*WHAT THIS TASK INVOLVES:*
Each line in the records below that has the word "Left" should be copied.

People photos with keypoints
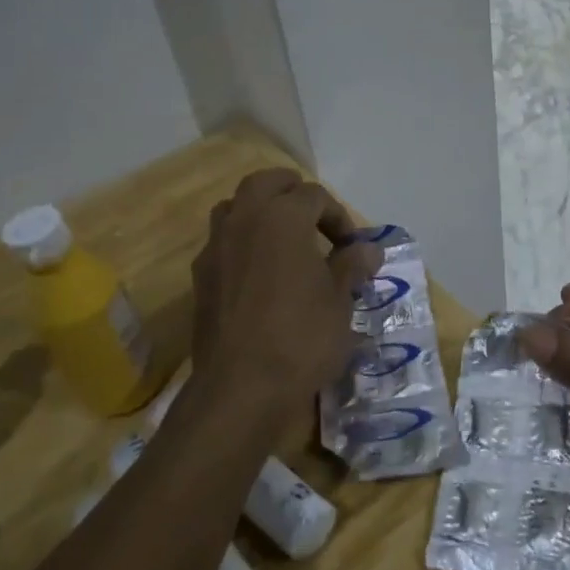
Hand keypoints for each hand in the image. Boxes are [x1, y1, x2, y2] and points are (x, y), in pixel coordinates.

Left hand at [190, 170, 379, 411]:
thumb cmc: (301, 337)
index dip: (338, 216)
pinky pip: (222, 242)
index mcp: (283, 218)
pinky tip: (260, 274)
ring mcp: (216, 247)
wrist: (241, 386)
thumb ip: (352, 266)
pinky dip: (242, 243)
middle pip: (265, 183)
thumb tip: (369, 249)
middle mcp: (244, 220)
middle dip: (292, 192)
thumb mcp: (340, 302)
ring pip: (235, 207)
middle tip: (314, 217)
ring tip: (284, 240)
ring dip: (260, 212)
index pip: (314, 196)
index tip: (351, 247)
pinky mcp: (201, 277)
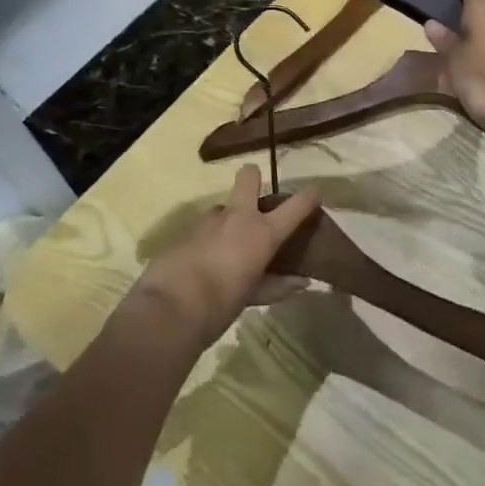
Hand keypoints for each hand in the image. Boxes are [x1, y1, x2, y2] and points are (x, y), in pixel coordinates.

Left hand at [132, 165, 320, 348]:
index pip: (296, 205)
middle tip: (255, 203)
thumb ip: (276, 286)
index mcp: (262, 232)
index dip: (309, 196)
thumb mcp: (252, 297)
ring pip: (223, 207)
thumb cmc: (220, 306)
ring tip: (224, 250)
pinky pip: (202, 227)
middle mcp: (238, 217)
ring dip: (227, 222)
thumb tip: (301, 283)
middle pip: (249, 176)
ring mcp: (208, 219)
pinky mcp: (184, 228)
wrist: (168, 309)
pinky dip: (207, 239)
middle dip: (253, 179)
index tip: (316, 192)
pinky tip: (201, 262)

==

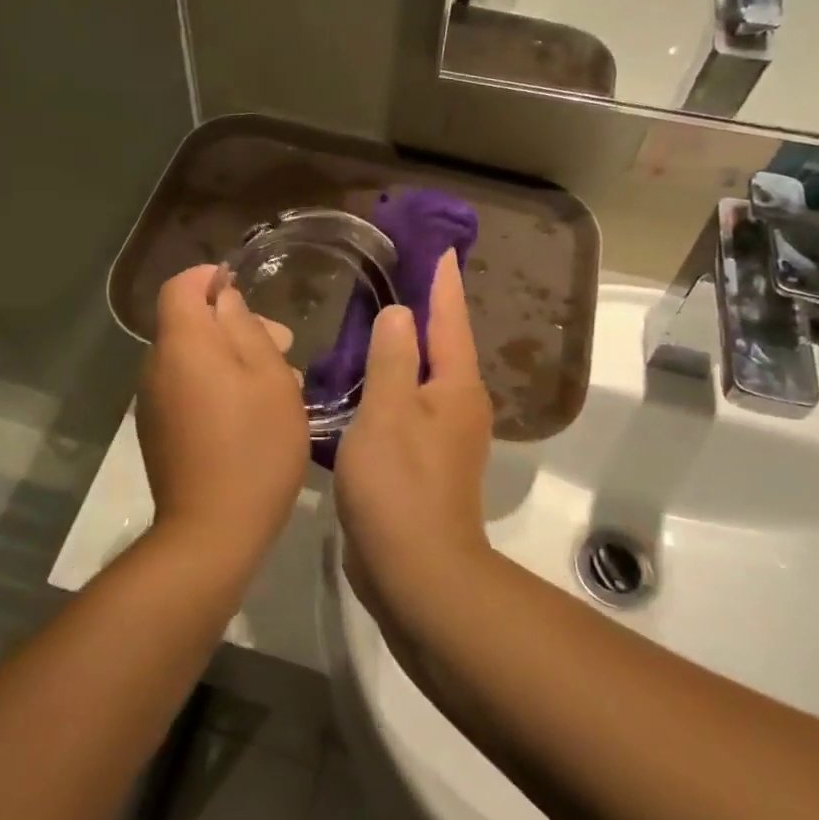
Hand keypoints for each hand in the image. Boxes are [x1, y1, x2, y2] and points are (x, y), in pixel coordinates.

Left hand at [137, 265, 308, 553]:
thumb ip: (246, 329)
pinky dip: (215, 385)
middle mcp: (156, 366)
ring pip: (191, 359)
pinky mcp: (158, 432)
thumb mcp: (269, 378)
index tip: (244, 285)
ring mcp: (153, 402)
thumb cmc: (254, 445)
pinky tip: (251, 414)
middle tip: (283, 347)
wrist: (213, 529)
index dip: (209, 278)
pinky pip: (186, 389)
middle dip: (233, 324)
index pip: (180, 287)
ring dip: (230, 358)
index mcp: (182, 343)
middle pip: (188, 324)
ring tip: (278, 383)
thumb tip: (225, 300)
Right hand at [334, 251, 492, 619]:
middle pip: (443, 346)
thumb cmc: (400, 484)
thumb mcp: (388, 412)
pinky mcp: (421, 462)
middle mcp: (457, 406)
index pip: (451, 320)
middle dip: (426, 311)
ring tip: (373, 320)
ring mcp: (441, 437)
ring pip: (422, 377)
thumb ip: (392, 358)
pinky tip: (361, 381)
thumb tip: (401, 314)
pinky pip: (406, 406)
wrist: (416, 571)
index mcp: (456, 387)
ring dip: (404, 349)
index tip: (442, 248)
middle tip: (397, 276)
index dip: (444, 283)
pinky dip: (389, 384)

...

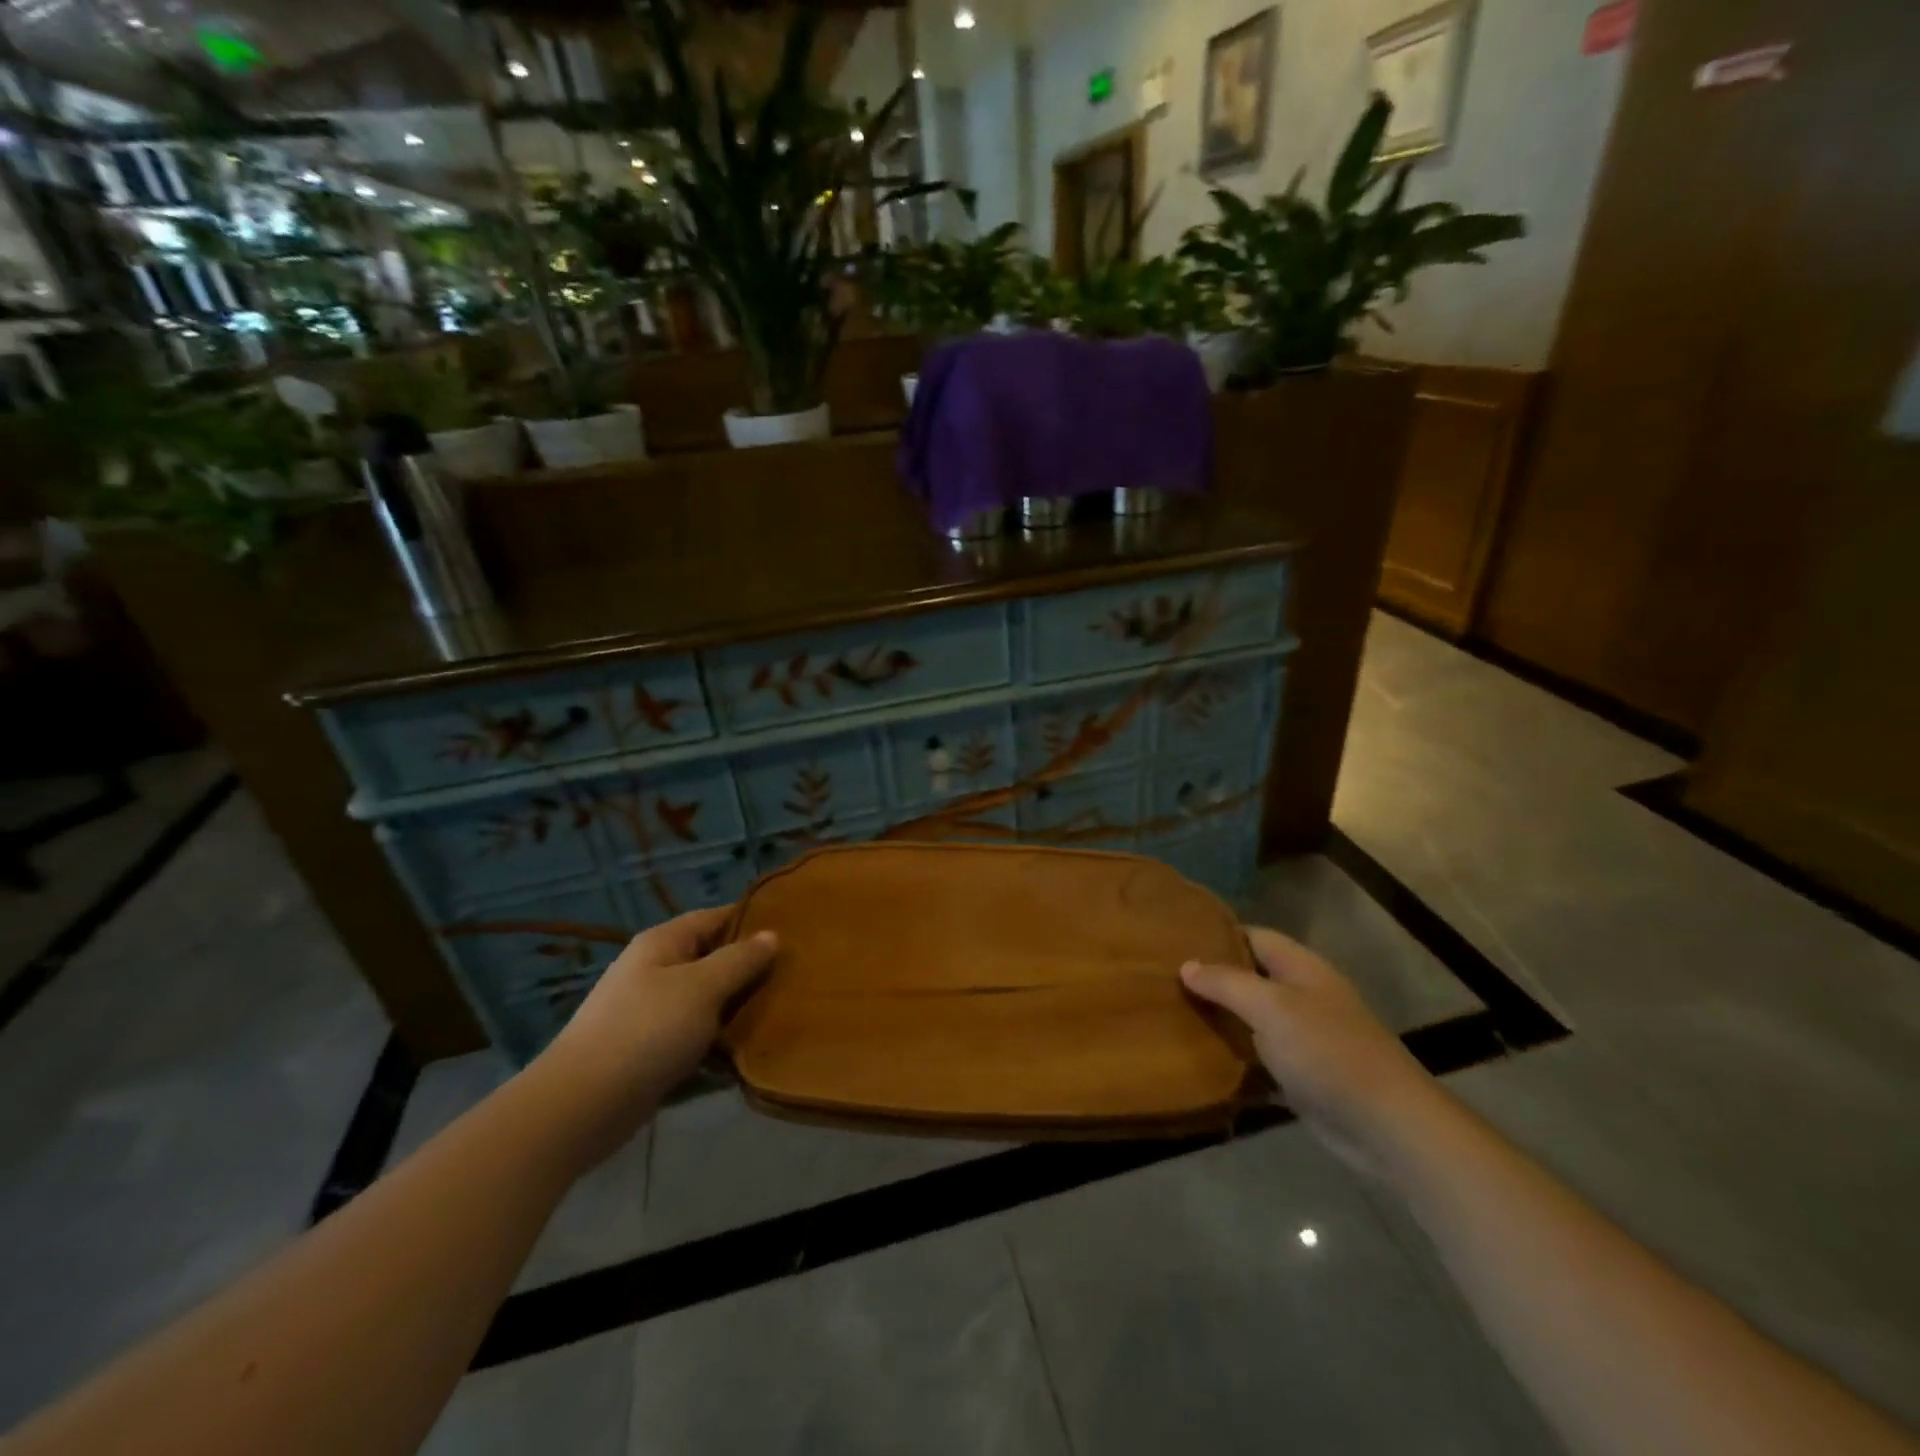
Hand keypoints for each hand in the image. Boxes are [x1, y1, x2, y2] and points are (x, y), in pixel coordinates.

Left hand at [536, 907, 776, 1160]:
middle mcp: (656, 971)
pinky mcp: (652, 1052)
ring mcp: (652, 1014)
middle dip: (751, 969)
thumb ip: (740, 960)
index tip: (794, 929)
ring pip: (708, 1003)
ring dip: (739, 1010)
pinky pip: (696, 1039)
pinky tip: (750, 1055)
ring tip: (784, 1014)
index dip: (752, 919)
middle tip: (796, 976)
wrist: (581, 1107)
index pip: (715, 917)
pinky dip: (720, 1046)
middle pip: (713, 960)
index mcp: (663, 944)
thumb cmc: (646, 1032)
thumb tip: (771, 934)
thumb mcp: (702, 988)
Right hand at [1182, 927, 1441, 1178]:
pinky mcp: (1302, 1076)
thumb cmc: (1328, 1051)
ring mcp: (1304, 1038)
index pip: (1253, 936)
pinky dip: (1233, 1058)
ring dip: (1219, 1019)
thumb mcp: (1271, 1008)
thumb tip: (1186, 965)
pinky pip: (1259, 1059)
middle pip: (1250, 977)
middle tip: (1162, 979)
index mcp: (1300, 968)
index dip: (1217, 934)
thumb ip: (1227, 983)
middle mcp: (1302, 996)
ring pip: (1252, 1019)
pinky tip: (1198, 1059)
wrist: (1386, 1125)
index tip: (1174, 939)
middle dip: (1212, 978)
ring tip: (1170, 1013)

*OUTPUT:*
Left hand at [190, 170, 379, 411]:
Left hand at [132, 165, 320, 348]:
Left hand at [137, 265, 308, 553]:
Left hand at [536, 907, 776, 1160]:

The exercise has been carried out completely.